▶ [What is needed] I need the records below restated word for word, without their pictures.

(Source data Opens)

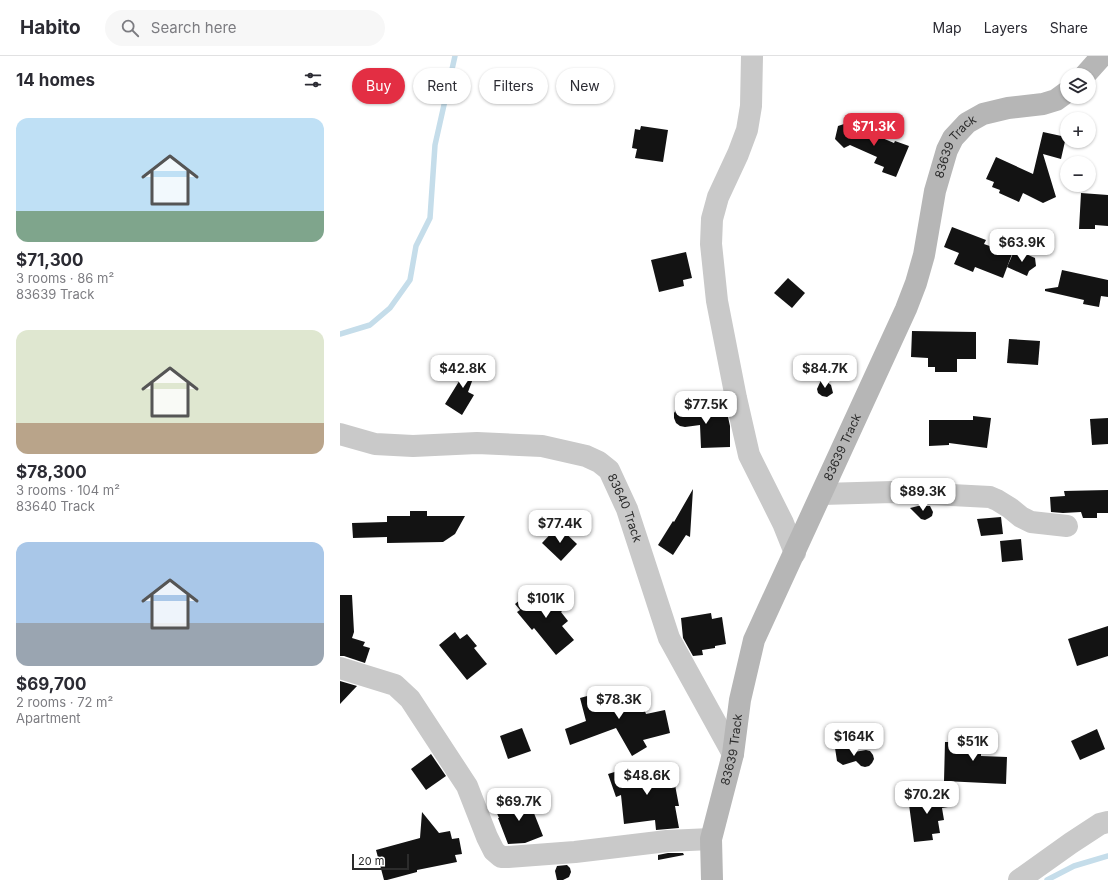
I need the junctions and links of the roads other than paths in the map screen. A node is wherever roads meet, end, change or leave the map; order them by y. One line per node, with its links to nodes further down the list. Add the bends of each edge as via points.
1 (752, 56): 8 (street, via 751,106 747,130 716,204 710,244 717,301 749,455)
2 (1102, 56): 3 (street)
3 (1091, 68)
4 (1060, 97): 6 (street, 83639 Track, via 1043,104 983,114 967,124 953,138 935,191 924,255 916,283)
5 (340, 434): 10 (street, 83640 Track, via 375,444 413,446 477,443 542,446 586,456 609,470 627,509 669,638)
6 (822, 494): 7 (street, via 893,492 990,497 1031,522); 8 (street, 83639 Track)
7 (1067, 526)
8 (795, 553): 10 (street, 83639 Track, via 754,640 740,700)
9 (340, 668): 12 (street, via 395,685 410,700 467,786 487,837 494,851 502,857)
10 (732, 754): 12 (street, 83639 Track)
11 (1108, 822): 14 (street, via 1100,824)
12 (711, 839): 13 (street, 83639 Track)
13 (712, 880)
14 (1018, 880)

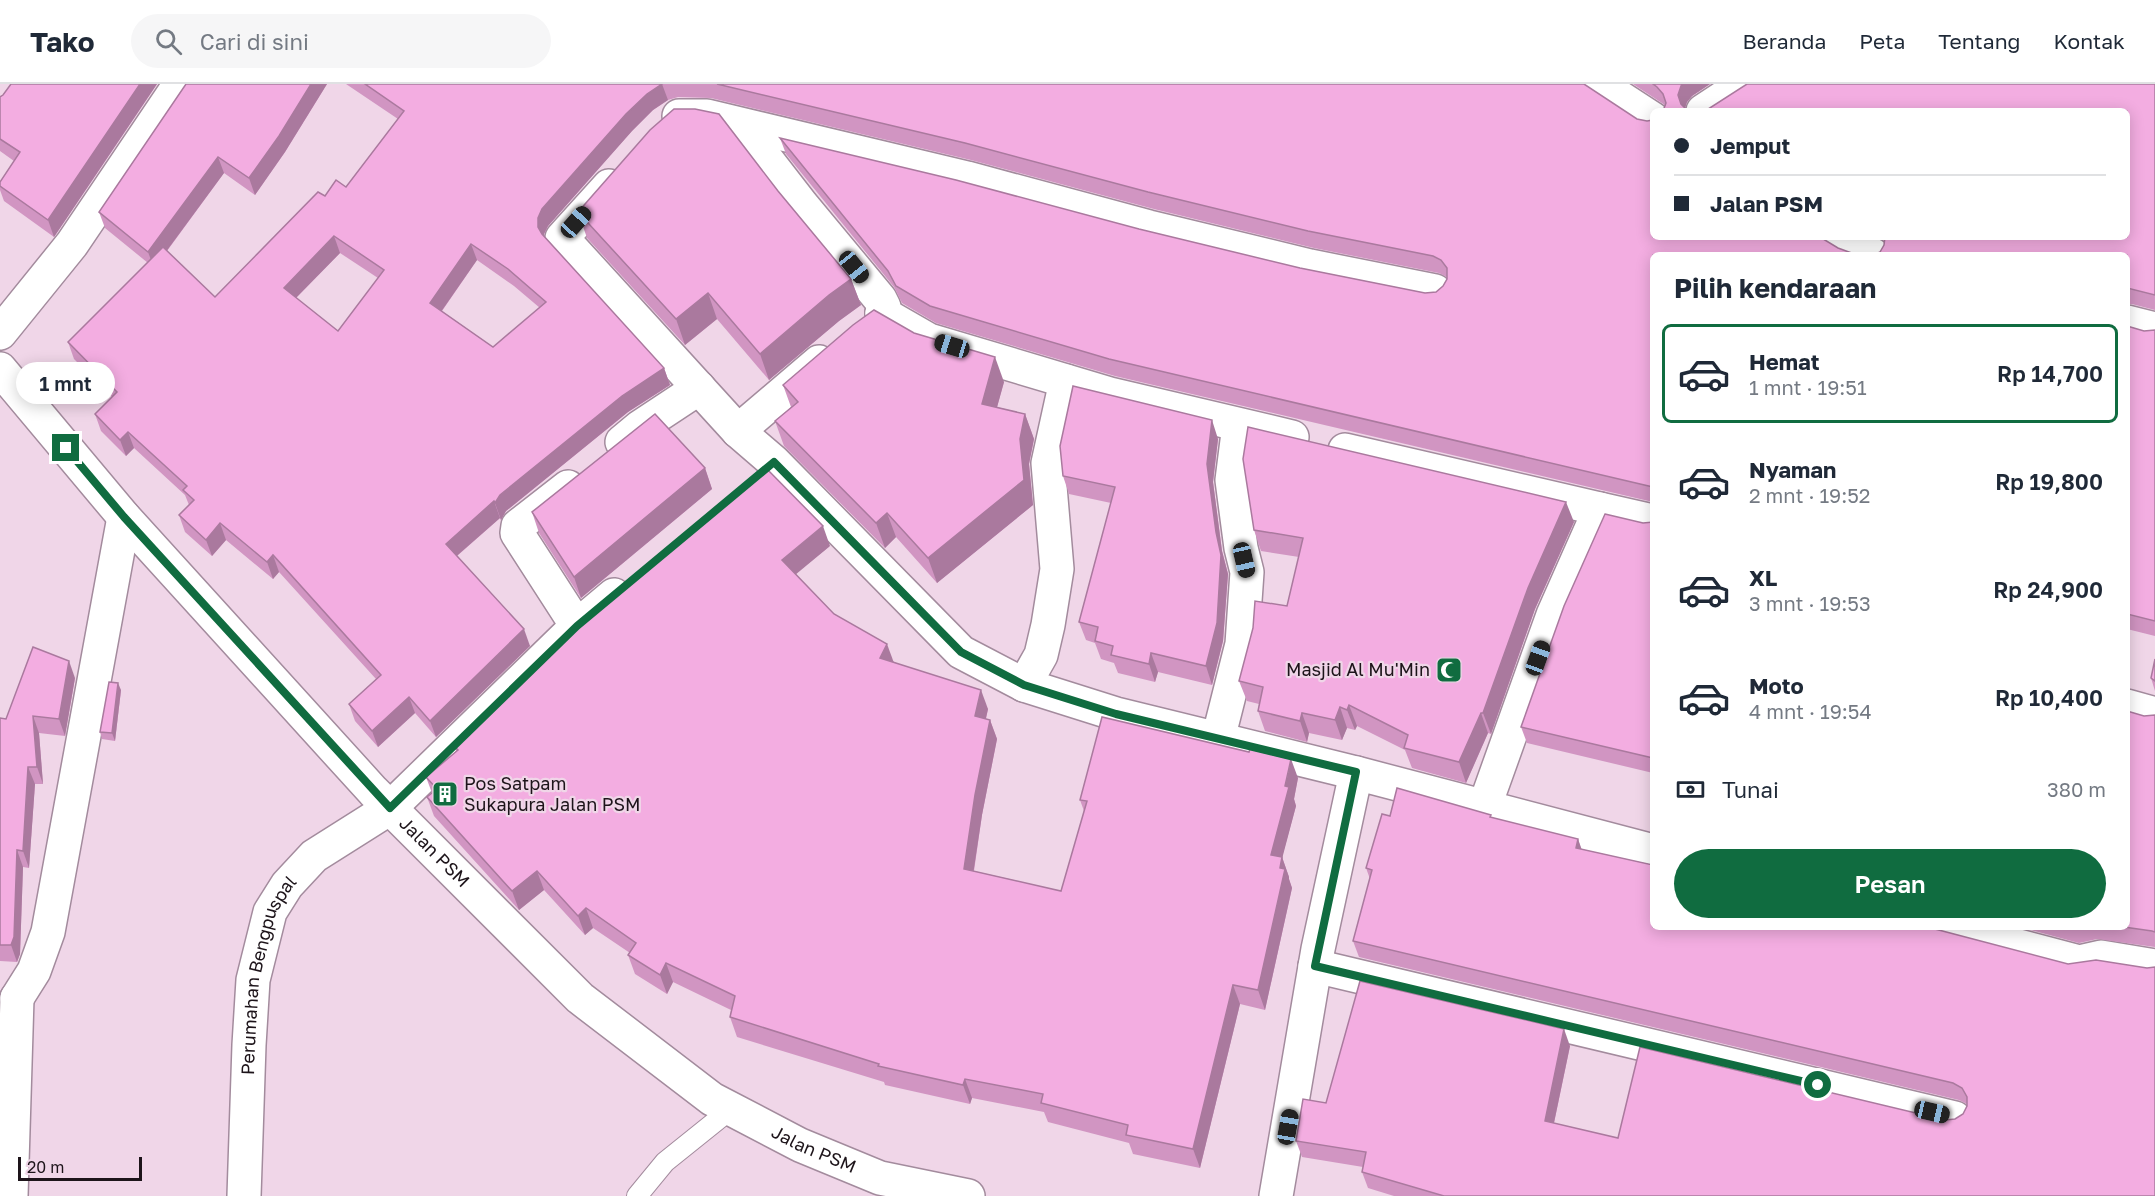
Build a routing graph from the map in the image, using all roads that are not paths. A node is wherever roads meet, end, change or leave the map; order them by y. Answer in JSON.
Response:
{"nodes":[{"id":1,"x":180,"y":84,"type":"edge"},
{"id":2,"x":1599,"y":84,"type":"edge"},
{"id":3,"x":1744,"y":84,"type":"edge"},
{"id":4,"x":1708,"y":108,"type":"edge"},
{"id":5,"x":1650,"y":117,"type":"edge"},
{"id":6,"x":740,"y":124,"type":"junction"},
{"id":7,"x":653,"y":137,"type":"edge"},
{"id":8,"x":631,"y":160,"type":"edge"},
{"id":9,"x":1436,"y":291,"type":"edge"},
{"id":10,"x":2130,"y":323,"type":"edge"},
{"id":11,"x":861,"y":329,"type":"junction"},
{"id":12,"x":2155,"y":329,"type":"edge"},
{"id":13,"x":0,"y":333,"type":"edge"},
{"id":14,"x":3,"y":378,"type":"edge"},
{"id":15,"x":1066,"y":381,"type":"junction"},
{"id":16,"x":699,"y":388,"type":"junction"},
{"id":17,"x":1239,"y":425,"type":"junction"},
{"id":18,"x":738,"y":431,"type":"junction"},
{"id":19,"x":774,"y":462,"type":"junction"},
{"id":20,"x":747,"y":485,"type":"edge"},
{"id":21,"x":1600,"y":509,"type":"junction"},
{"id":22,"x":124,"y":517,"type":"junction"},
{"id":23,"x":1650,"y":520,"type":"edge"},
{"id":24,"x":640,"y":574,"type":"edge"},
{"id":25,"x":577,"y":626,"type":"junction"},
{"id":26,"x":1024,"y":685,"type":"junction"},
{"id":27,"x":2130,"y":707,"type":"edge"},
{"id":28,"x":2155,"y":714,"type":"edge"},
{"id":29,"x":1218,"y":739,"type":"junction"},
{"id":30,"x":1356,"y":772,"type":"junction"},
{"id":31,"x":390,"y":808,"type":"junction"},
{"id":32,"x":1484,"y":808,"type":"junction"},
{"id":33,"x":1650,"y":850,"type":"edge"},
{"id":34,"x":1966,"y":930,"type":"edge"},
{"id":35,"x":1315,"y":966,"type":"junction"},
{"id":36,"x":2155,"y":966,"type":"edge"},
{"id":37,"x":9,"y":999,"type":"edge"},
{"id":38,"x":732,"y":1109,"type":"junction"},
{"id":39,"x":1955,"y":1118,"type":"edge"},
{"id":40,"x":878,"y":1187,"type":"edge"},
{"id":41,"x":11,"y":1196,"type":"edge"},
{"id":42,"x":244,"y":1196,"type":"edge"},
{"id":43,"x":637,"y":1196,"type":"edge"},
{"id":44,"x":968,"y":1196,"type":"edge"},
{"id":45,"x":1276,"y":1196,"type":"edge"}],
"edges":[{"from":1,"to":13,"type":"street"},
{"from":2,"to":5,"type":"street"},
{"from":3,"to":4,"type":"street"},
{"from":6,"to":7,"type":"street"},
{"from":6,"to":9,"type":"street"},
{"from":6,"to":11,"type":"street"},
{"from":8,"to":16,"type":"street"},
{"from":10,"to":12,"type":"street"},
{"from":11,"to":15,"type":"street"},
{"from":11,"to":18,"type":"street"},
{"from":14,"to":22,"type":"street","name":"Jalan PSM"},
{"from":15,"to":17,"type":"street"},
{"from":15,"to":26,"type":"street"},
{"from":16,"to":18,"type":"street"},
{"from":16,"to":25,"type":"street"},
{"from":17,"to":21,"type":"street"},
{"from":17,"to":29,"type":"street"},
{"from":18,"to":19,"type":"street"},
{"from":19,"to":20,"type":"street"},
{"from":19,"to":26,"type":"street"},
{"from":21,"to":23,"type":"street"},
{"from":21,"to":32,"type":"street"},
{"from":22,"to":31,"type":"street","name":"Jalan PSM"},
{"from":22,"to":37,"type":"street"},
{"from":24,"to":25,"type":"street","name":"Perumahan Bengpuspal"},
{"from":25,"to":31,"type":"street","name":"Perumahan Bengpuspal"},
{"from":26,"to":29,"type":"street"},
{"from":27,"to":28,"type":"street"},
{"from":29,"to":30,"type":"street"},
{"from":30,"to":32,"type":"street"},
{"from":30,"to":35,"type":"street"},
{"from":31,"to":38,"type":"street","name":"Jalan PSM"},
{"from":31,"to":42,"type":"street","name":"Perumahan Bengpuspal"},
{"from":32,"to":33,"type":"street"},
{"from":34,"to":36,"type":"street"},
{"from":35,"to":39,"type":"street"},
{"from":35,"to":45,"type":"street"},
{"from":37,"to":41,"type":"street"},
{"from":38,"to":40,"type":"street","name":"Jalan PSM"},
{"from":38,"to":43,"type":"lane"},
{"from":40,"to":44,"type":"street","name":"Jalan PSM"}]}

(Source data Closes)

▶ [Solution for this exercise]
I need the junctions and links of the roads other than paths in the map screen. A node is wherever roads meet, end, change or leave the map; order them by y. One line per node, with its links to nodes further down the list. Add the bends of each edge as via points.
1 (752, 56): 8 (street, via 751,106 747,130 716,204 710,244 717,301 749,455)
2 (1102, 56): 3 (street)
3 (1091, 68)
4 (1060, 97): 6 (street, 83639 Track, via 1043,104 983,114 967,124 953,138 935,191 924,255 916,283)
5 (340, 434): 10 (street, 83640 Track, via 375,444 413,446 477,443 542,446 586,456 609,470 627,509 669,638)
6 (822, 494): 7 (street, via 893,492 990,497 1031,522); 8 (street, 83639 Track)
7 (1067, 526)
8 (795, 553): 10 (street, 83639 Track, via 754,640 740,700)
9 (340, 668): 12 (street, via 395,685 410,700 467,786 487,837 494,851 502,857)
10 (732, 754): 12 (street, 83639 Track)
11 (1108, 822): 14 (street, via 1100,824)
12 (711, 839): 13 (street, 83639 Track)
13 (712, 880)
14 (1018, 880)

Build a routing graph from the map in the image, using all roads that are not paths. A node is wherever roads meet, end, change or leave the map; order them by y. Answer in JSON.
Response:
{"nodes":[{"id":1,"x":180,"y":84,"type":"edge"},
{"id":2,"x":1599,"y":84,"type":"edge"},
{"id":3,"x":1744,"y":84,"type":"edge"},
{"id":4,"x":1708,"y":108,"type":"edge"},
{"id":5,"x":1650,"y":117,"type":"edge"},
{"id":6,"x":740,"y":124,"type":"junction"},
{"id":7,"x":653,"y":137,"type":"edge"},
{"id":8,"x":631,"y":160,"type":"edge"},
{"id":9,"x":1436,"y":291,"type":"edge"},
{"id":10,"x":2130,"y":323,"type":"edge"},
{"id":11,"x":861,"y":329,"type":"junction"},
{"id":12,"x":2155,"y":329,"type":"edge"},
{"id":13,"x":0,"y":333,"type":"edge"},
{"id":14,"x":3,"y":378,"type":"edge"},
{"id":15,"x":1066,"y":381,"type":"junction"},
{"id":16,"x":699,"y":388,"type":"junction"},
{"id":17,"x":1239,"y":425,"type":"junction"},
{"id":18,"x":738,"y":431,"type":"junction"},
{"id":19,"x":774,"y":462,"type":"junction"},
{"id":20,"x":747,"y":485,"type":"edge"},
{"id":21,"x":1600,"y":509,"type":"junction"},
{"id":22,"x":124,"y":517,"type":"junction"},
{"id":23,"x":1650,"y":520,"type":"edge"},
{"id":24,"x":640,"y":574,"type":"edge"},
{"id":25,"x":577,"y":626,"type":"junction"},
{"id":26,"x":1024,"y":685,"type":"junction"},
{"id":27,"x":2130,"y":707,"type":"edge"},
{"id":28,"x":2155,"y":714,"type":"edge"},
{"id":29,"x":1218,"y":739,"type":"junction"},
{"id":30,"x":1356,"y":772,"type":"junction"},
{"id":31,"x":390,"y":808,"type":"junction"},
{"id":32,"x":1484,"y":808,"type":"junction"},
{"id":33,"x":1650,"y":850,"type":"edge"},
{"id":34,"x":1966,"y":930,"type":"edge"},
{"id":35,"x":1315,"y":966,"type":"junction"},
{"id":36,"x":2155,"y":966,"type":"edge"},
{"id":37,"x":9,"y":999,"type":"edge"},
{"id":38,"x":732,"y":1109,"type":"junction"},
{"id":39,"x":1955,"y":1118,"type":"edge"},
{"id":40,"x":878,"y":1187,"type":"edge"},
{"id":41,"x":11,"y":1196,"type":"edge"},
{"id":42,"x":244,"y":1196,"type":"edge"},
{"id":43,"x":637,"y":1196,"type":"edge"},
{"id":44,"x":968,"y":1196,"type":"edge"},
{"id":45,"x":1276,"y":1196,"type":"edge"}],
"edges":[{"from":1,"to":13,"type":"street"},
{"from":2,"to":5,"type":"street"},
{"from":3,"to":4,"type":"street"},
{"from":6,"to":7,"type":"street"},
{"from":6,"to":9,"type":"street"},
{"from":6,"to":11,"type":"street"},
{"from":8,"to":16,"type":"street"},
{"from":10,"to":12,"type":"street"},
{"from":11,"to":15,"type":"street"},
{"from":11,"to":18,"type":"street"},
{"from":14,"to":22,"type":"street","name":"Jalan PSM"},
{"from":15,"to":17,"type":"street"},
{"from":15,"to":26,"type":"street"},
{"from":16,"to":18,"type":"street"},
{"from":16,"to":25,"type":"street"},
{"from":17,"to":21,"type":"street"},
{"from":17,"to":29,"type":"street"},
{"from":18,"to":19,"type":"street"},
{"from":19,"to":20,"type":"street"},
{"from":19,"to":26,"type":"street"},
{"from":21,"to":23,"type":"street"},
{"from":21,"to":32,"type":"street"},
{"from":22,"to":31,"type":"street","name":"Jalan PSM"},
{"from":22,"to":37,"type":"street"},
{"from":24,"to":25,"type":"street","name":"Perumahan Bengpuspal"},
{"from":25,"to":31,"type":"street","name":"Perumahan Bengpuspal"},
{"from":26,"to":29,"type":"street"},
{"from":27,"to":28,"type":"street"},
{"from":29,"to":30,"type":"street"},
{"from":30,"to":32,"type":"street"},
{"from":30,"to":35,"type":"street"},
{"from":31,"to":38,"type":"street","name":"Jalan PSM"},
{"from":31,"to":42,"type":"street","name":"Perumahan Bengpuspal"},
{"from":32,"to":33,"type":"street"},
{"from":34,"to":36,"type":"street"},
{"from":35,"to":39,"type":"street"},
{"from":35,"to":45,"type":"street"},
{"from":37,"to":41,"type":"street"},
{"from":38,"to":40,"type":"street","name":"Jalan PSM"},
{"from":38,"to":43,"type":"lane"},
{"from":40,"to":44,"type":"street","name":"Jalan PSM"}]}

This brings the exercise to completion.